***** Input material *****
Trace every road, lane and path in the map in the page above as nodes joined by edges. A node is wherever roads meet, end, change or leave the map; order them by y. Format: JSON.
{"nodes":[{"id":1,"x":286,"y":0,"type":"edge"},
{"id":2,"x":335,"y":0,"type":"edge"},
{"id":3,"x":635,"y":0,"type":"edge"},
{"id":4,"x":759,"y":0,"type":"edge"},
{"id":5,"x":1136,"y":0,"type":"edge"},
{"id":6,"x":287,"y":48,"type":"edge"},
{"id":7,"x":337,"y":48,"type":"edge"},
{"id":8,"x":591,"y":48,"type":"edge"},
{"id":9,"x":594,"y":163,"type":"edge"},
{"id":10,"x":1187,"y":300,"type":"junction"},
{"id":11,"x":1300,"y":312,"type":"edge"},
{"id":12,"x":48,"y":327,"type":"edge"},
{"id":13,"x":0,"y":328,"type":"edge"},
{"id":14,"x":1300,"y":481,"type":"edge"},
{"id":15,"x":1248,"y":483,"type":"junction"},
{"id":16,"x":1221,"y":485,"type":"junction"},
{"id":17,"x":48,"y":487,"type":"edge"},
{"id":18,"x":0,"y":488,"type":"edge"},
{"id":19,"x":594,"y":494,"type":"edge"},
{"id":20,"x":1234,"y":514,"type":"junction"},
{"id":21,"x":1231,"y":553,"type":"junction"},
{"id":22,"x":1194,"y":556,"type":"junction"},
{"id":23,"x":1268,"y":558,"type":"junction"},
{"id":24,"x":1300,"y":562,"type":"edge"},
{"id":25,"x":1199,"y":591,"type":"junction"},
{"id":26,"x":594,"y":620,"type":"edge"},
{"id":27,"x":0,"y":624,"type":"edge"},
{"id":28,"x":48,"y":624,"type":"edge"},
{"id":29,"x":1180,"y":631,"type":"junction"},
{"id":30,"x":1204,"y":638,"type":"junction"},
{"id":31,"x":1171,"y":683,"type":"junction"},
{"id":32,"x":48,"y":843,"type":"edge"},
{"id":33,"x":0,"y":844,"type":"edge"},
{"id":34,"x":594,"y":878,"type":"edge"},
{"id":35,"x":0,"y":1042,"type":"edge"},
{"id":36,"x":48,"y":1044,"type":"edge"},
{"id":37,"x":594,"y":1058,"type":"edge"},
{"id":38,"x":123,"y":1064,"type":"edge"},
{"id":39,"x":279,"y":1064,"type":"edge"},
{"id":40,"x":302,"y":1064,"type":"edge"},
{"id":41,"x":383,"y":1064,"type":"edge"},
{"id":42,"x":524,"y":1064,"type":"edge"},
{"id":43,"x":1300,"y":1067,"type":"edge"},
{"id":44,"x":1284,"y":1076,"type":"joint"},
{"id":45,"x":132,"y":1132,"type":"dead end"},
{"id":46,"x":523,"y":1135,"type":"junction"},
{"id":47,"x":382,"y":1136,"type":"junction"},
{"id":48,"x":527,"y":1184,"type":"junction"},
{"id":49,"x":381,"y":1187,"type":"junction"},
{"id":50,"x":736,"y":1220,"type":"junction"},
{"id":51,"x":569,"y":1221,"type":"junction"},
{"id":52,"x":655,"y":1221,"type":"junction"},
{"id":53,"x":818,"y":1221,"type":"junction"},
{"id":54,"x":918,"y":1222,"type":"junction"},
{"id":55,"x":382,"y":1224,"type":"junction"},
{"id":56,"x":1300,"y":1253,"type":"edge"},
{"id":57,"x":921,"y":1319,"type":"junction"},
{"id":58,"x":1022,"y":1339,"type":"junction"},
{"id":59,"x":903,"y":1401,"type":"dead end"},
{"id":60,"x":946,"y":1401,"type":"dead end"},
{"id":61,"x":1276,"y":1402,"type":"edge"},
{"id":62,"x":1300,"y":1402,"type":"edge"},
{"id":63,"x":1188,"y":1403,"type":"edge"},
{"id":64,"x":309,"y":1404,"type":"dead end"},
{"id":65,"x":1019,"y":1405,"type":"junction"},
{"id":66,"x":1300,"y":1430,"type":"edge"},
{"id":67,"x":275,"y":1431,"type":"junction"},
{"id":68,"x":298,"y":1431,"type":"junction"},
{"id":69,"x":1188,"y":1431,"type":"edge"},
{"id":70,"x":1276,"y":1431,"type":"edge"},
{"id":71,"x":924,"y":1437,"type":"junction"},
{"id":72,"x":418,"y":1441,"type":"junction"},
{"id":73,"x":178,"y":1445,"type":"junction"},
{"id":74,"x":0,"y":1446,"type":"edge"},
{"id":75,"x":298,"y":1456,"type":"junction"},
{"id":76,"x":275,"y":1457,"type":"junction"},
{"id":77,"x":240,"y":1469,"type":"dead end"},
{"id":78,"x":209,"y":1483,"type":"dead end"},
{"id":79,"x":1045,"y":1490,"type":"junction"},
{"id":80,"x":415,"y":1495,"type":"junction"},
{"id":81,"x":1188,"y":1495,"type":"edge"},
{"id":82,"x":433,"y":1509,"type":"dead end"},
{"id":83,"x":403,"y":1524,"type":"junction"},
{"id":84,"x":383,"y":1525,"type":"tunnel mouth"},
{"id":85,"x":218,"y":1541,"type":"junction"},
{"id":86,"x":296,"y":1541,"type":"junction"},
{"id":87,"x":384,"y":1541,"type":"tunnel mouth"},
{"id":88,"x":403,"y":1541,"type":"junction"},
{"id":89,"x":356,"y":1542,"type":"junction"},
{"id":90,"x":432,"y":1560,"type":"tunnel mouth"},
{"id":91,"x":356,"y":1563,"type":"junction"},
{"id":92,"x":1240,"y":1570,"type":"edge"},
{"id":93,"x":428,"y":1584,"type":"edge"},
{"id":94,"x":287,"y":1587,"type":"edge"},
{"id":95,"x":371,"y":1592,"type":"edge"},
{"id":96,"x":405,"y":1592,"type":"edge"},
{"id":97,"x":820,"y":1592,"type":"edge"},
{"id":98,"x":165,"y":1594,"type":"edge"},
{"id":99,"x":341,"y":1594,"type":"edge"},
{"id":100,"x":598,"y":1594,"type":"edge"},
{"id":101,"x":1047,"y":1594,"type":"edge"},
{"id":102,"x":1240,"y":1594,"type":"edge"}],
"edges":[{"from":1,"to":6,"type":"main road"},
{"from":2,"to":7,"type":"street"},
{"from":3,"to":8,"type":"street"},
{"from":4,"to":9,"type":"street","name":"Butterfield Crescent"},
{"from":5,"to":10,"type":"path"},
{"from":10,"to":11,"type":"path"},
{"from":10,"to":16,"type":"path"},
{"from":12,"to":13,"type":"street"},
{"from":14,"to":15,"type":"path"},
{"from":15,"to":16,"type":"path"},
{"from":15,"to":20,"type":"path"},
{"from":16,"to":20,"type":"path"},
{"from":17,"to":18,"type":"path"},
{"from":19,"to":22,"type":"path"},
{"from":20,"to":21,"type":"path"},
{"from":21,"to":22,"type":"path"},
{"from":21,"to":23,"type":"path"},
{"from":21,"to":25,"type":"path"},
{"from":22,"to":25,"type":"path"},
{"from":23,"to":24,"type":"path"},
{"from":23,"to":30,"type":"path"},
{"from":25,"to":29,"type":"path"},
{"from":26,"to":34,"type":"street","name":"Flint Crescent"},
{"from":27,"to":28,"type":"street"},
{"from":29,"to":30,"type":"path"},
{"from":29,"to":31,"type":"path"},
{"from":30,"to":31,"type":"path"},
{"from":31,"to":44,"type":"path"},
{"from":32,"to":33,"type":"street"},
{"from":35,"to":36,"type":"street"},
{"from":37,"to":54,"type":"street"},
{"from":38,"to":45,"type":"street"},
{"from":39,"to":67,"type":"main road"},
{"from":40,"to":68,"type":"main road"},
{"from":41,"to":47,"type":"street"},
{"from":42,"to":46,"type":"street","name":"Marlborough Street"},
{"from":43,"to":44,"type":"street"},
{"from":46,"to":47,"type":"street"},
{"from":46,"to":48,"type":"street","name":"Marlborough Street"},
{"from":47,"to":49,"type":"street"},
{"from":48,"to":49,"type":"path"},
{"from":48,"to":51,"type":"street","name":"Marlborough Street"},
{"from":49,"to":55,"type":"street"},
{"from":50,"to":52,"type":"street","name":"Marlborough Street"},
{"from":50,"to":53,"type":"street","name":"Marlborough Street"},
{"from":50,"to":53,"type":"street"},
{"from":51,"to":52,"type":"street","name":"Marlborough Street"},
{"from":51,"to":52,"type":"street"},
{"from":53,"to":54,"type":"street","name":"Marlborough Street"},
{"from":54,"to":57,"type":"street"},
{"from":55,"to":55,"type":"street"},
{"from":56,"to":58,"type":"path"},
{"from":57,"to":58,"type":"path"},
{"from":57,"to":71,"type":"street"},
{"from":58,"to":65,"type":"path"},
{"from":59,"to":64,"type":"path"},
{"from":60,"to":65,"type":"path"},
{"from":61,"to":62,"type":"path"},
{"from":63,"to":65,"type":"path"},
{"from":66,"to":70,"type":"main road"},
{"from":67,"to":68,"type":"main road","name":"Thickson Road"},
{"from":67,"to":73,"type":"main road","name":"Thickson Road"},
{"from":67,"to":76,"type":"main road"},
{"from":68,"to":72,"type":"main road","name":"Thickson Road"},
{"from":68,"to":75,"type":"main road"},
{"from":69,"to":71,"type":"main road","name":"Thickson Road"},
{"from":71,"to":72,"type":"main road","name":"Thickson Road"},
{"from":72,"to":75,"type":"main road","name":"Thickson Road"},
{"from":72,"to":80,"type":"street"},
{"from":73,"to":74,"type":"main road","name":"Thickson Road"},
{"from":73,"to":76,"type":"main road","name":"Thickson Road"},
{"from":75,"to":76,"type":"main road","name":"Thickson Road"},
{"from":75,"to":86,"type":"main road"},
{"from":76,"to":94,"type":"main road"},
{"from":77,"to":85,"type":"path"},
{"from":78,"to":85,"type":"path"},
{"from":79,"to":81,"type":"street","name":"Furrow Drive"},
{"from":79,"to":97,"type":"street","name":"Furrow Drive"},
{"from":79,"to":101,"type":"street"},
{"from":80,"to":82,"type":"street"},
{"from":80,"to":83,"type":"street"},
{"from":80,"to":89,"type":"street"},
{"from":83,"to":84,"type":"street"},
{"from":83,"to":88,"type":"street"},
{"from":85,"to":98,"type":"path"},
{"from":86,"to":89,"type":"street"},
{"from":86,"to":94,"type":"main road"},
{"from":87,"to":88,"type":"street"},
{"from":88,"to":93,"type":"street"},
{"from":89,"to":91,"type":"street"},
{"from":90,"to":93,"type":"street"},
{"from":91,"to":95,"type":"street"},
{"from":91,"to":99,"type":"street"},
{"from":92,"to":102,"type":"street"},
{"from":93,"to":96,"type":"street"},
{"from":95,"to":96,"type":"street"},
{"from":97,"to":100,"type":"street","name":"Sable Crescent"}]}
*****
- Work required
Among the records above, find each line holding "edges" and list it.

- Response
Trace every road, lane and path in the map in the page above as nodes joined by edges. A node is wherever roads meet, end, change or leave the map; order them by y. Format: JSON.
"edges":[{"from":1,"to":6,"type":"main road"},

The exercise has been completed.